Instructions for the task: Go through the entries one line at a time, and gather every line that has the word "Orange".
Given data Block Start
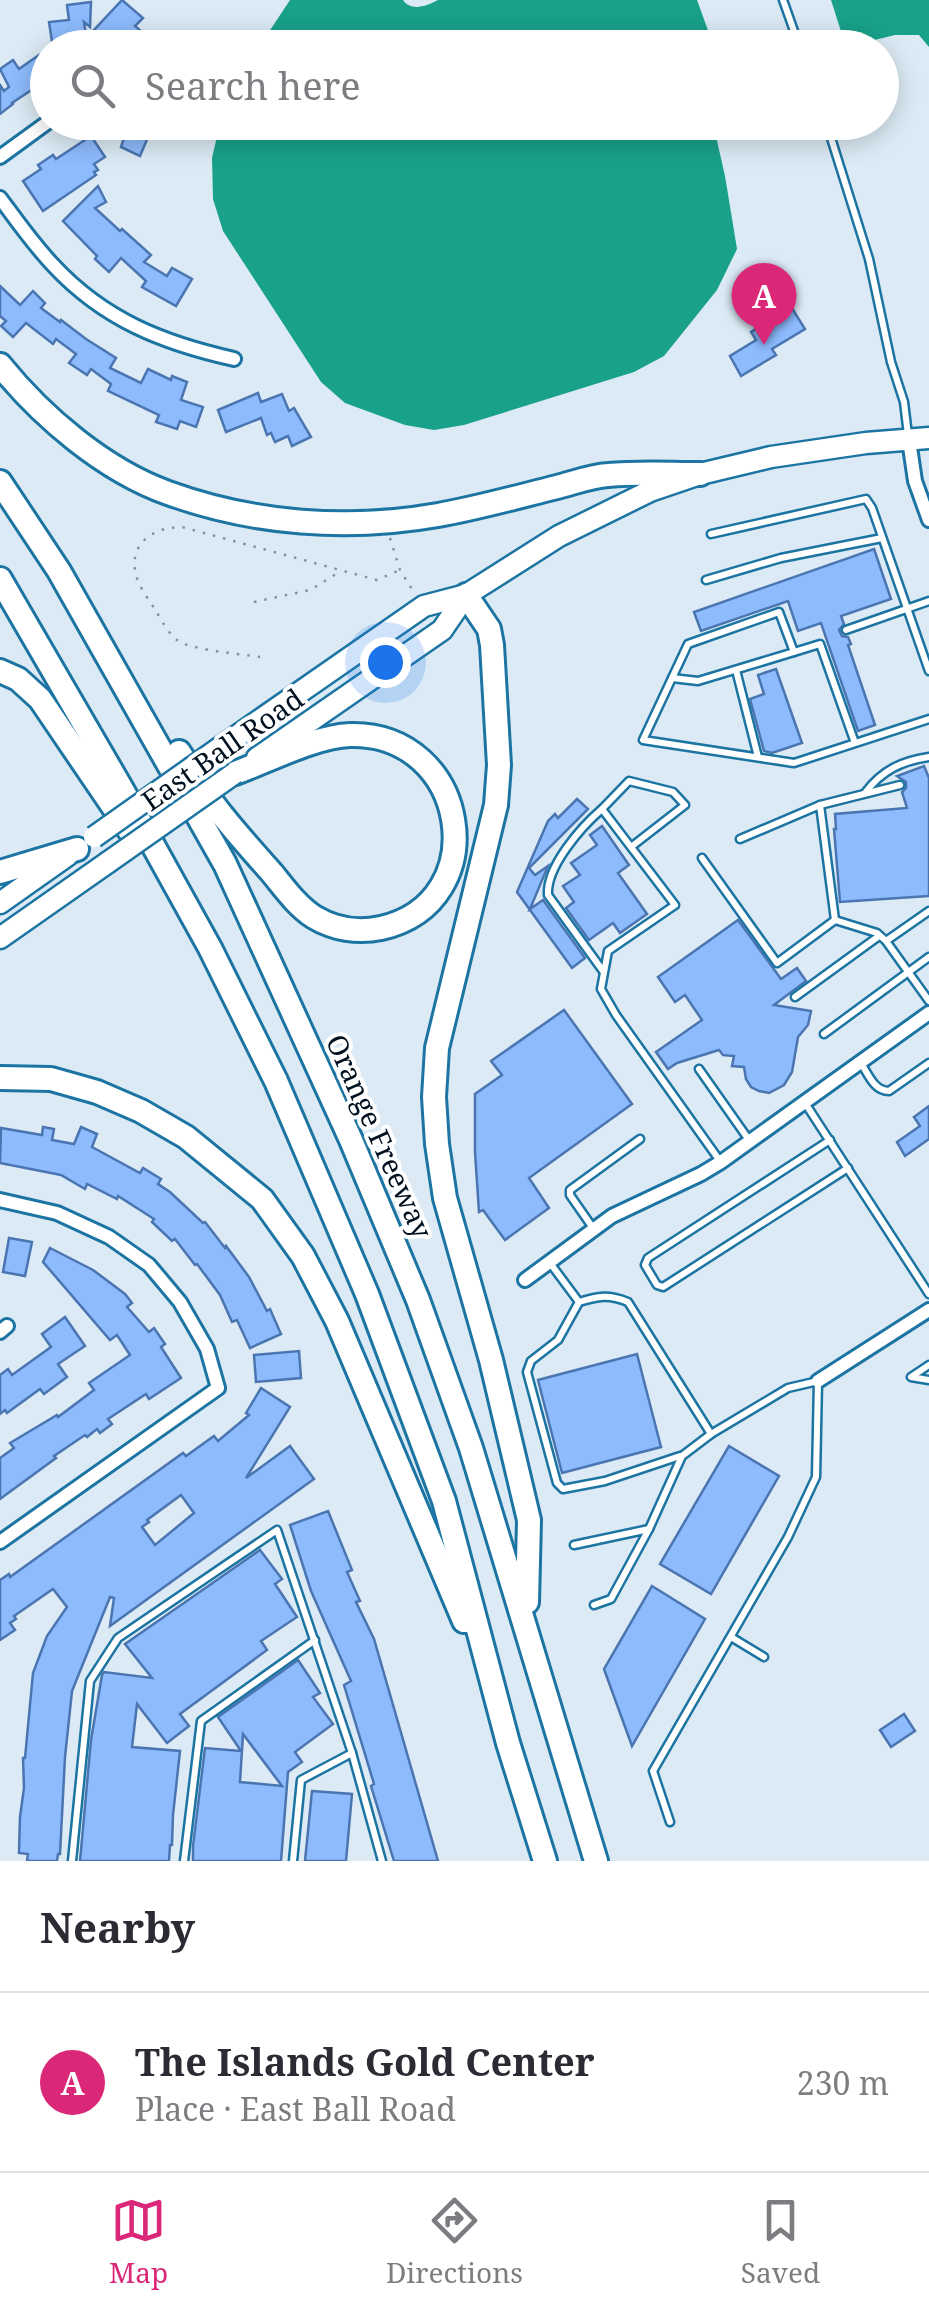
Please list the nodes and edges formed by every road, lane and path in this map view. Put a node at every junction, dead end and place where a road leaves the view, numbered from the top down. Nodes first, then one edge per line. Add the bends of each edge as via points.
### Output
1 (784, 0) edge
2 (794, 30) edge
3 (30, 135) edge
4 (832, 140) edge
5 (0, 156) edge
6 (0, 198) edge
7 (234, 359) dead end
8 (0, 365) edge
9 (919, 439) edge
10 (700, 474) junction
11 (0, 482) edge
12 (929, 520) edge
13 (388, 522) junction
14 (711, 534) dead end
15 (882, 538) junction
16 (342, 570) junction
17 (400, 570) junction
18 (58, 571) junction
19 (0, 579) edge
20 (706, 580) dead end
21 (466, 595) junction
22 (929, 600) edge
23 (254, 602) dead end
24 (424, 606) junction
25 (908, 608) junction
26 (846, 630) dead end
27 (794, 652) junction
28 (260, 657) dead end
29 (736, 670) junction
30 (0, 671) edge
31 (929, 671) edge
32 (672, 678) junction
33 (929, 719) edge
34 (855, 743) junction
35 (758, 757) junction
36 (929, 757) edge
37 (235, 774) junction
38 (900, 785) dead end
39 (865, 794) junction
40 (820, 805) junction
41 (602, 809) junction
42 (740, 840) dead end
43 (86, 843) junction
44 (630, 846) junction
45 (702, 858) dead end
46 (0, 872) edge
47 (0, 903) edge
48 (929, 912) edge
49 (835, 920) junction
50 (0, 938) edge
51 (882, 938) junction
52 (210, 948) junction
53 (929, 957) edge
54 (603, 970) junction
55 (906, 972) junction
56 (795, 997) dead end
57 (929, 1001) edge
58 (929, 1013) edge
59 (824, 1034) dead end
60 (860, 1062) junction
61 (929, 1062) edge
62 (699, 1070) dead end
63 (0, 1078) edge
64 (804, 1102) junction
65 (640, 1139) dead end
66 (830, 1140) junction
67 (750, 1141) junction
68 (721, 1162) junction
69 (848, 1168) junction
70 (0, 1200) edge
71 (594, 1229) junction
72 (549, 1262) junction
73 (525, 1280) dead end
74 (929, 1294) edge
75 (579, 1302) junction
76 (929, 1310) edge
77 (929, 1365) edge
78 (929, 1380) edge
79 (818, 1381) junction
80 (710, 1434) junction
81 (682, 1456) junction
82 (649, 1529) junction
83 (0, 1542) edge
84 (574, 1545) dead end
85 (594, 1604) dead end
86 (526, 1625) junction
87 (731, 1637) junction
88 (315, 1640) junction
89 (764, 1657) dead end
90 (496, 1700) junction
91 (352, 1753) junction
92 (670, 1822) dead end
93 (72, 1861) edge
94 (184, 1861) edge
95 (294, 1861) edge
96 (382, 1861) edge
97 (545, 1861) edge
98 (596, 1861) edge

1 - 2 lane
3 - 5 street
4 - 9 lane via 869,259 891,362
6 - 7 street via 53,266 102,307 158,338
8 - 13 highway via 72,437 165,492 282,520
9 - 10 main road, East Ball Road via 801,452
9 - 12 street via 916,481
10 - 13 highway via 606,475
10 - 21 main road, East Ball Road via 604,512
11 - 18 highway, Orange Freeway
13 - 17 path
14 - 15 lane via 866,500
15 - 20 lane
15 - 25 lane
16 - 17 path via 377,580
16 - 23 path via 310,590
16 - 28 path via 182,526 154,531 143,541 136,554 139,584 173,637
17 - 24 path
18 - 37 highway via 221,814 311,916 359,930 392,925 422,908 452,862 455,820 446,794 430,770 387,740 331,737
18 - 86 highway, Orange Freeway via 225,864 351,1140 471,1448
19 - 52 highway
21 - 24 main road, East Ball Road
21 - 37 main road, East Ball Road via 442,630
21 - 86 highway via 492,645 499,765 496,805 437,1048 434,1097 446,1198 529,1520
22 - 25 lane
24 - 43 main road, East Ball Road, bridge
25 - 26 lane
25 - 31 lane
27 - 29 lane
27 - 32 lane via 780,612 688,644
27 - 34 lane via 823,640
29 - 32 lane via 698,681
29 - 35 lane
30 - 52 highway via 40,699
32 - 35 lane via 643,740
33 - 34 lane
34 - 35 lane via 794,762
36 - 39 lane via 900,763
37 - 50 main road, East Ball Road, bridge
38 - 39 lane
39 - 40 lane
40 - 42 lane
40 - 49 lane
41 - 44 lane
41 - 44 lane via 629,781 673,792 685,805
41 - 54 lane via 580,828 547,882 548,895
43 - 46 highway
43 - 47 main road, East Ball Road
44 - 54 lane via 675,906 608,950
45 - 49 lane via 778,963
48 - 51 lane
49 - 51 lane
51 - 55 lane
51 - 56 lane
52 - 90 highway via 276,1081 367,1294 444,1500
53 - 55 lane
54 - 68 lane via 601,989 616,1015
55 - 57 lane
55 - 59 lane
58 - 60 street
60 - 61 lane via 883,1091
60 - 64 street
62 - 67 lane
63 - 90 highway via 52,1079 141,1111 186,1137 262,1200 303,1256 337,1321
64 - 66 lane
64 - 67 street
65 - 71 lane via 570,1190
66 - 69 lane
66 - 69 lane via 648,1258 645,1265 657,1285 664,1287
67 - 68 street
68 - 71 street
69 - 74 lane
70 - 83 street via 57,1213 148,1264 207,1348 218,1388
71 - 72 street
72 - 73 street
72 - 75 lane
75 - 80 lane via 599,1296 628,1302
75 - 81 lane via 558,1340 527,1372 557,1484 563,1489 605,1481
76 - 79 street
77 - 78 lane via 912,1377
79 - 80 lane via 788,1388
79 - 87 lane via 816,1477
80 - 81 lane
81 - 82 lane
82 - 84 lane
82 - 85 lane via 611,1599
86 - 98 highway, Orange Freeway
87 - 89 lane
87 - 92 lane via 654,1771
88 - 91 lane
88 - 93 lane via 276,1530 118,1638 90,1681
88 - 94 lane via 201,1721
90 - 97 highway
91 - 95 lane via 301,1780
91 - 96 lane

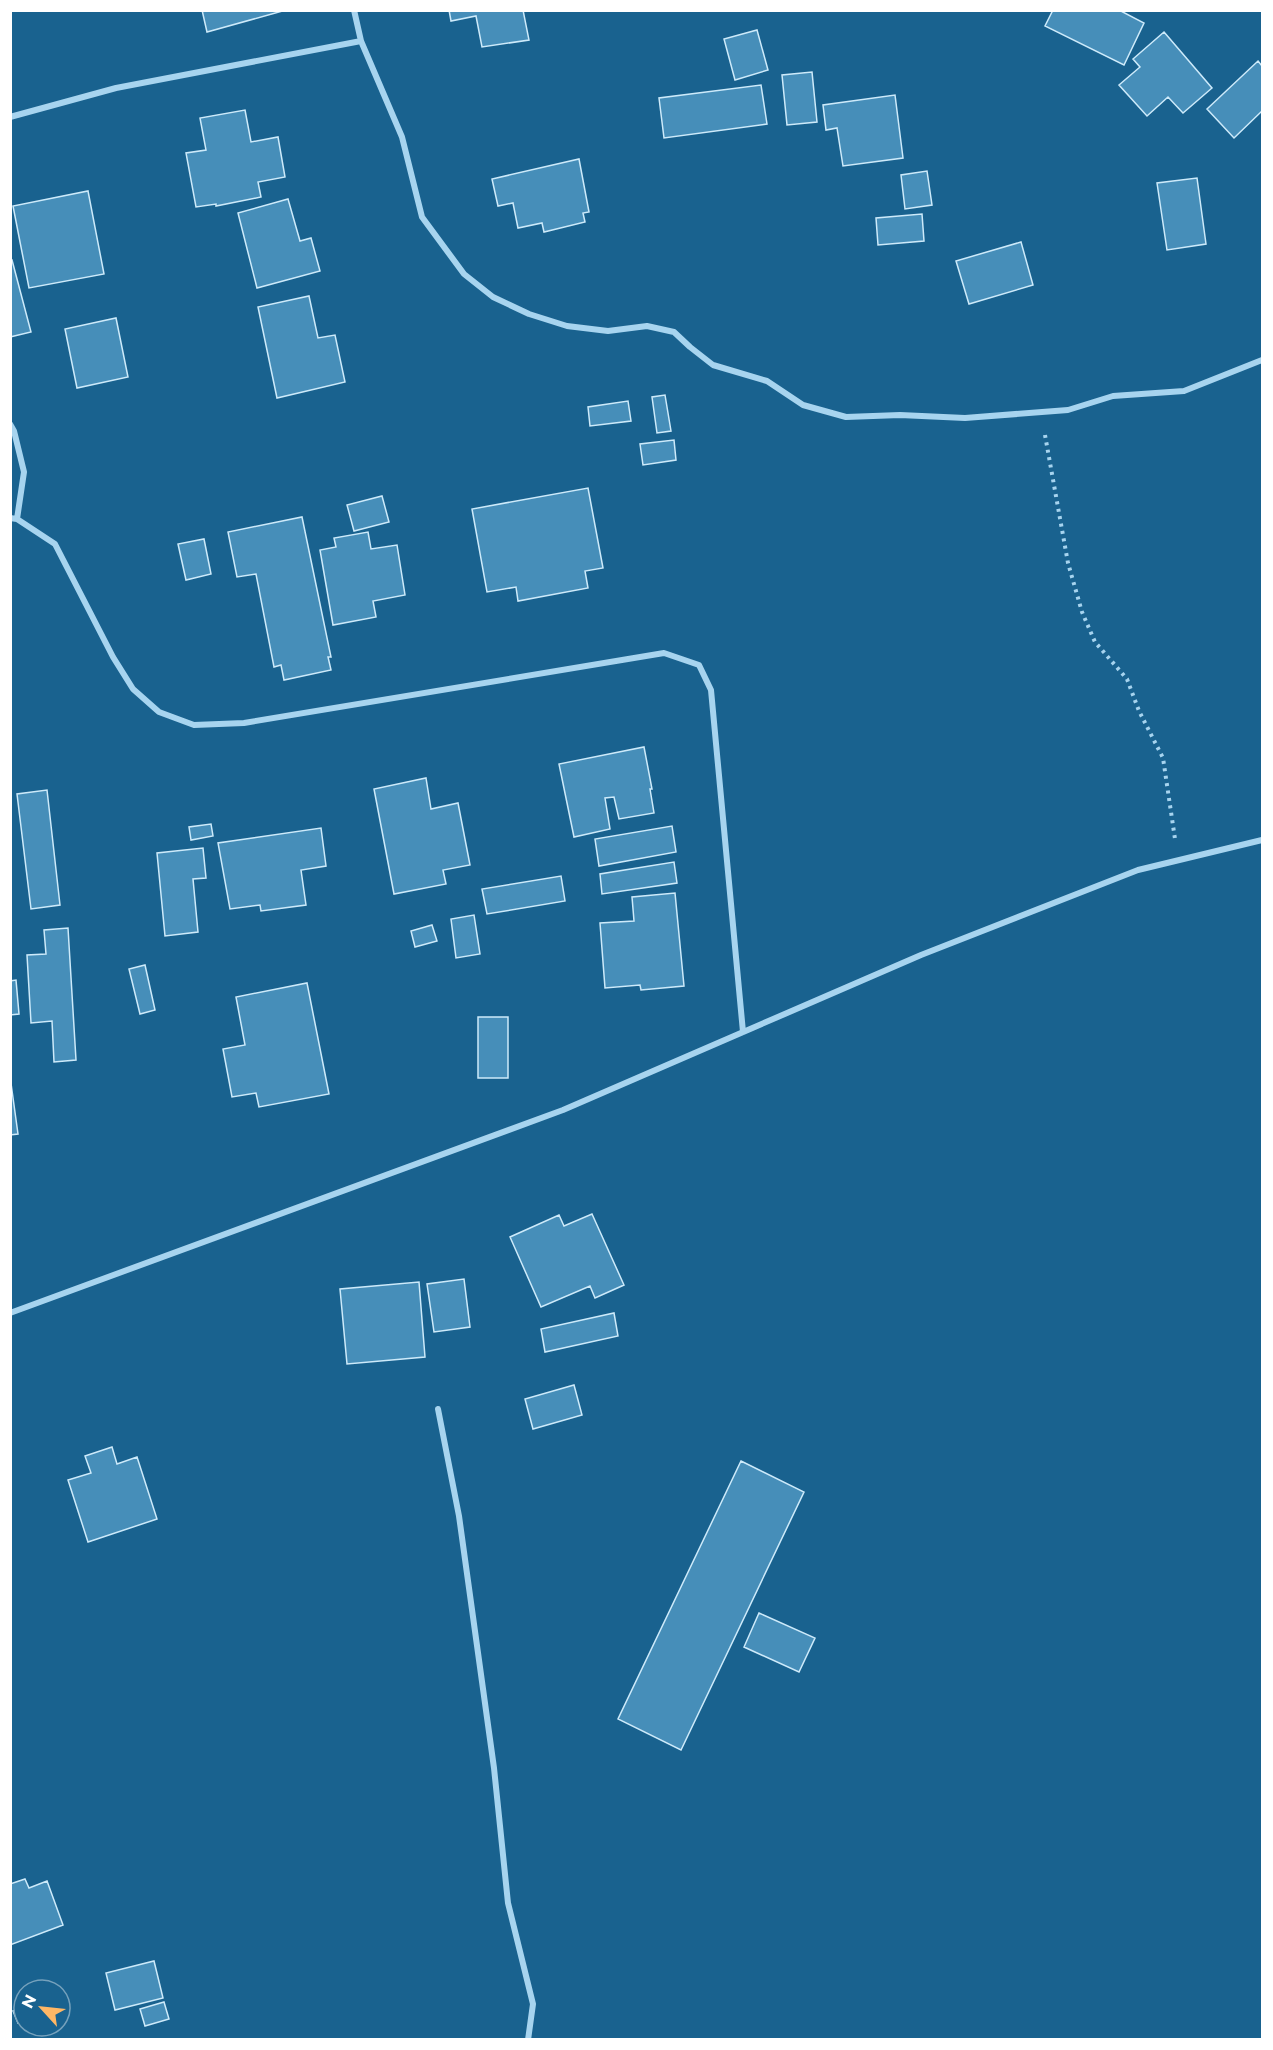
Given data Block End
Output below:
11 - 18 highway, Orange Freeway
18 - 86 highway, Orange Freeway via 225,864 351,1140 471,1448
86 - 98 highway, Orange Freeway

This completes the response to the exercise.